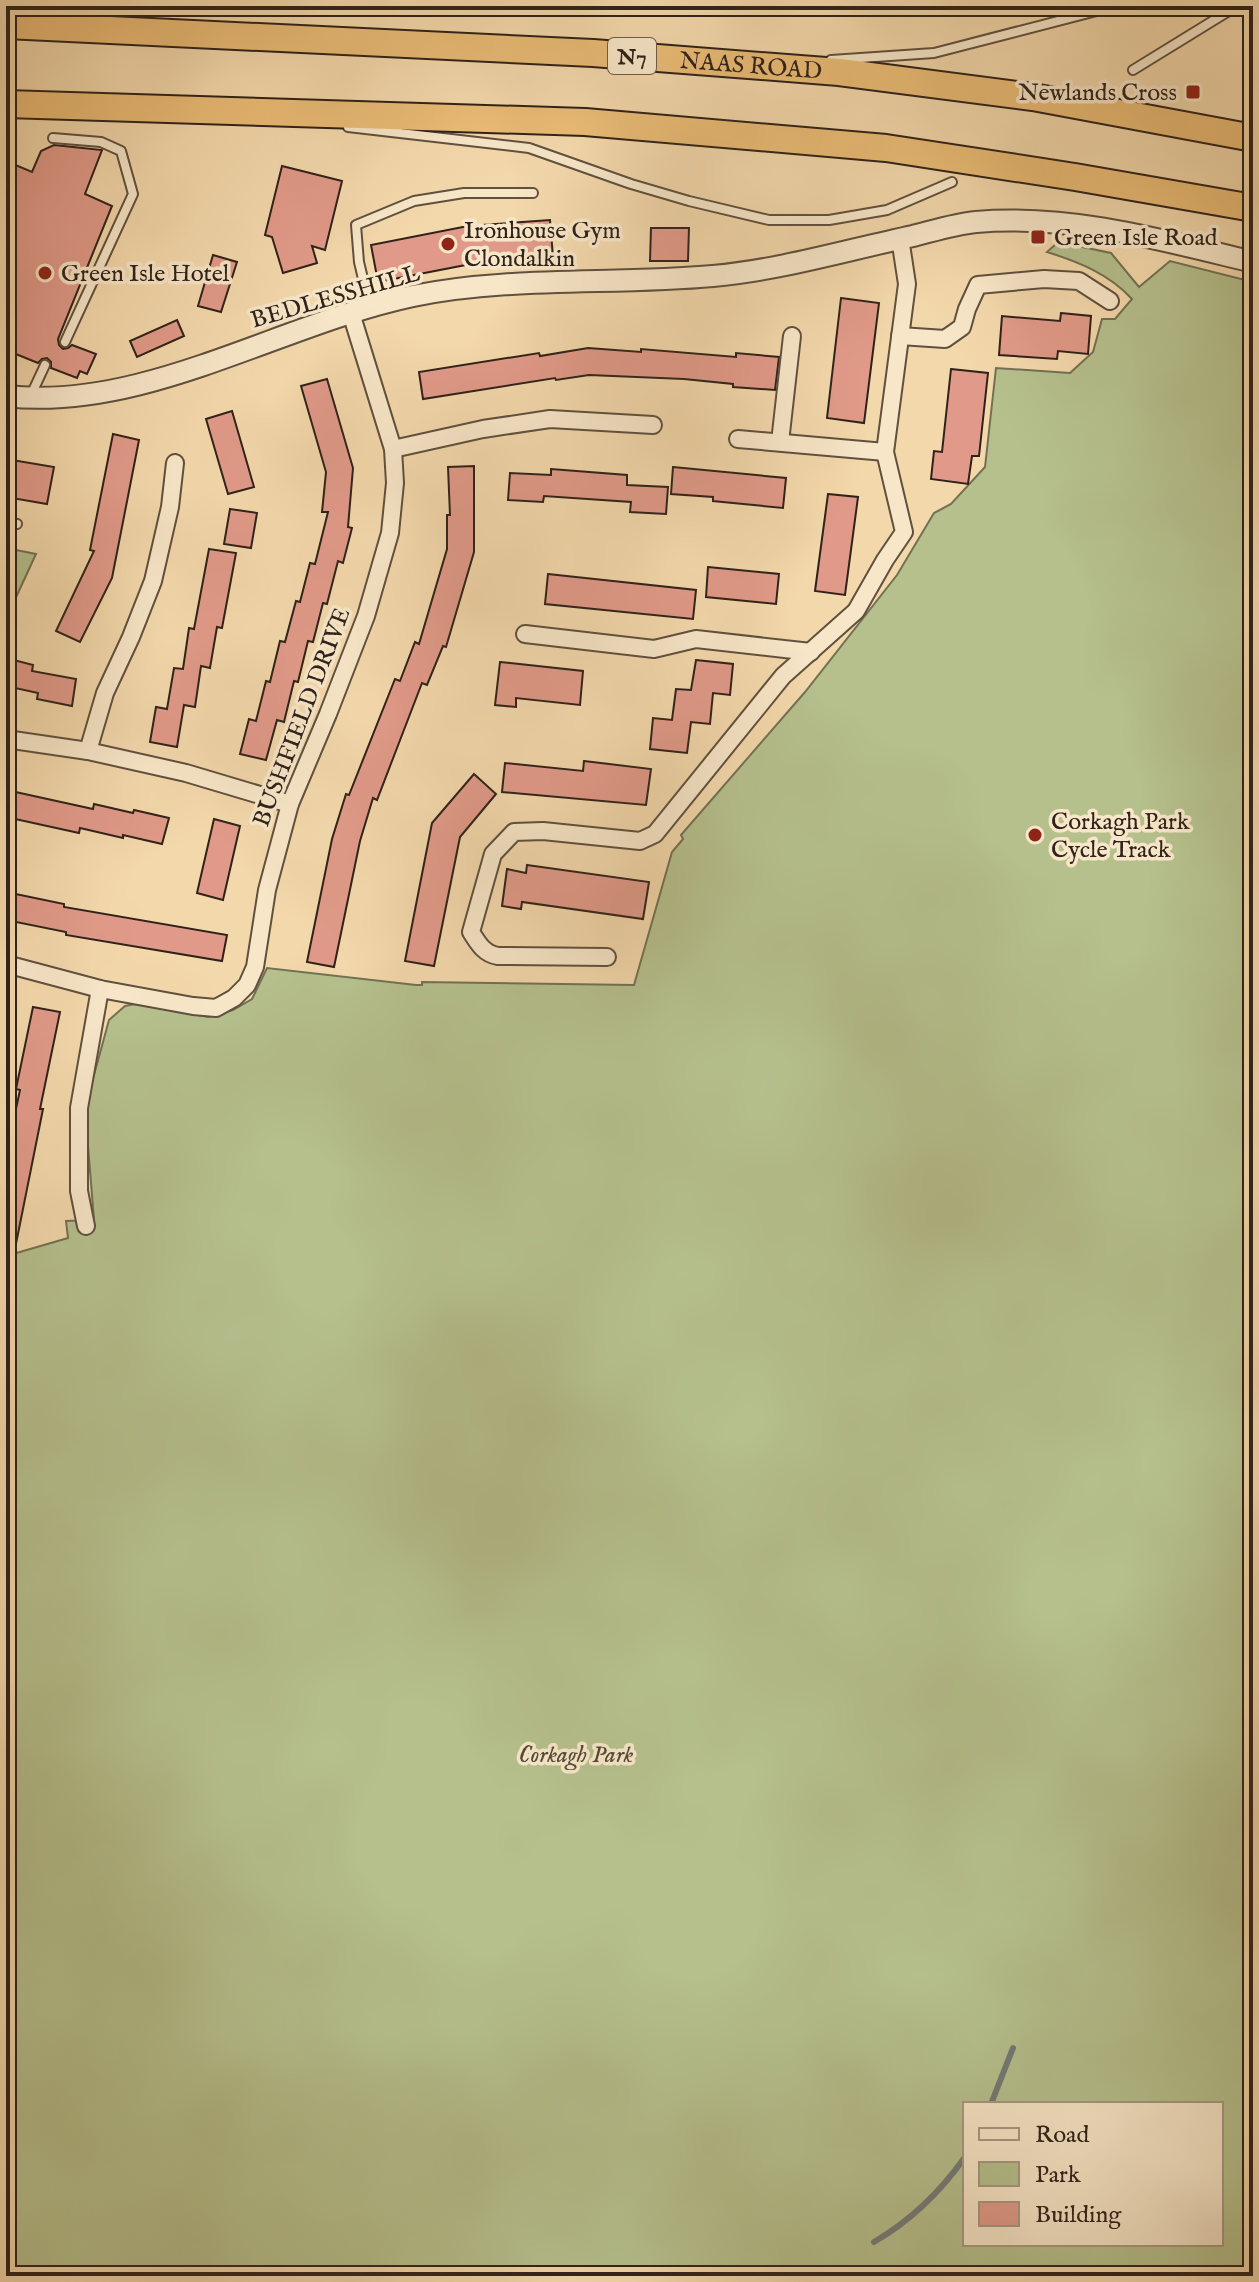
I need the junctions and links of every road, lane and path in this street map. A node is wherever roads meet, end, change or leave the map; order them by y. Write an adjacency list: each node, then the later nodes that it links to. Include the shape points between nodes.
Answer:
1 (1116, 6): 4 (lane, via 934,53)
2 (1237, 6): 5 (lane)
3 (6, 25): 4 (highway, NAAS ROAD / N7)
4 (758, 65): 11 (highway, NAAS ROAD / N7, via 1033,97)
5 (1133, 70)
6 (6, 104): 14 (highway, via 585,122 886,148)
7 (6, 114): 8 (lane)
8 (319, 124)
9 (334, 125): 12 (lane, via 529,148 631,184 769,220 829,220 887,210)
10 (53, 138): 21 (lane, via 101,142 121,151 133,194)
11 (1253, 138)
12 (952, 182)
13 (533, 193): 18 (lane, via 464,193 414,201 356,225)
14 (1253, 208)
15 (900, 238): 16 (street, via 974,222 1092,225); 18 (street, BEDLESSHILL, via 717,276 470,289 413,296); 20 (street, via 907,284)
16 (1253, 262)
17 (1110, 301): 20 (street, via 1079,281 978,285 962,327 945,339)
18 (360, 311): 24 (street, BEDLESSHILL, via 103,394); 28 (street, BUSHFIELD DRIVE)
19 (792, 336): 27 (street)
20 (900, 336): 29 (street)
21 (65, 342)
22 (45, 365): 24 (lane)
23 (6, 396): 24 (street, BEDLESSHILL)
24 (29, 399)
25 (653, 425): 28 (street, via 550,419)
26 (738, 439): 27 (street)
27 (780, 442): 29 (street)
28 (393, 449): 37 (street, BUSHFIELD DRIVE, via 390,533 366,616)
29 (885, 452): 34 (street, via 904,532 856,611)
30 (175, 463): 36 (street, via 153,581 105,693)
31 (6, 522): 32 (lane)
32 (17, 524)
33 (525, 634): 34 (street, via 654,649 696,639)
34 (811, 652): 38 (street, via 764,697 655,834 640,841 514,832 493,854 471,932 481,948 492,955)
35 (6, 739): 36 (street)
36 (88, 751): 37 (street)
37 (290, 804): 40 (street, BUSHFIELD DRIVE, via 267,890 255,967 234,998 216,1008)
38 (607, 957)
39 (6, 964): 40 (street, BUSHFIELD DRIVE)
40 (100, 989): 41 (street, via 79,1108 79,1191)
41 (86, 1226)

________

#### TASK GOAL
Your answer is only the number of lines in the listing above that include the string "highway".

#### TASK RESPONSE
3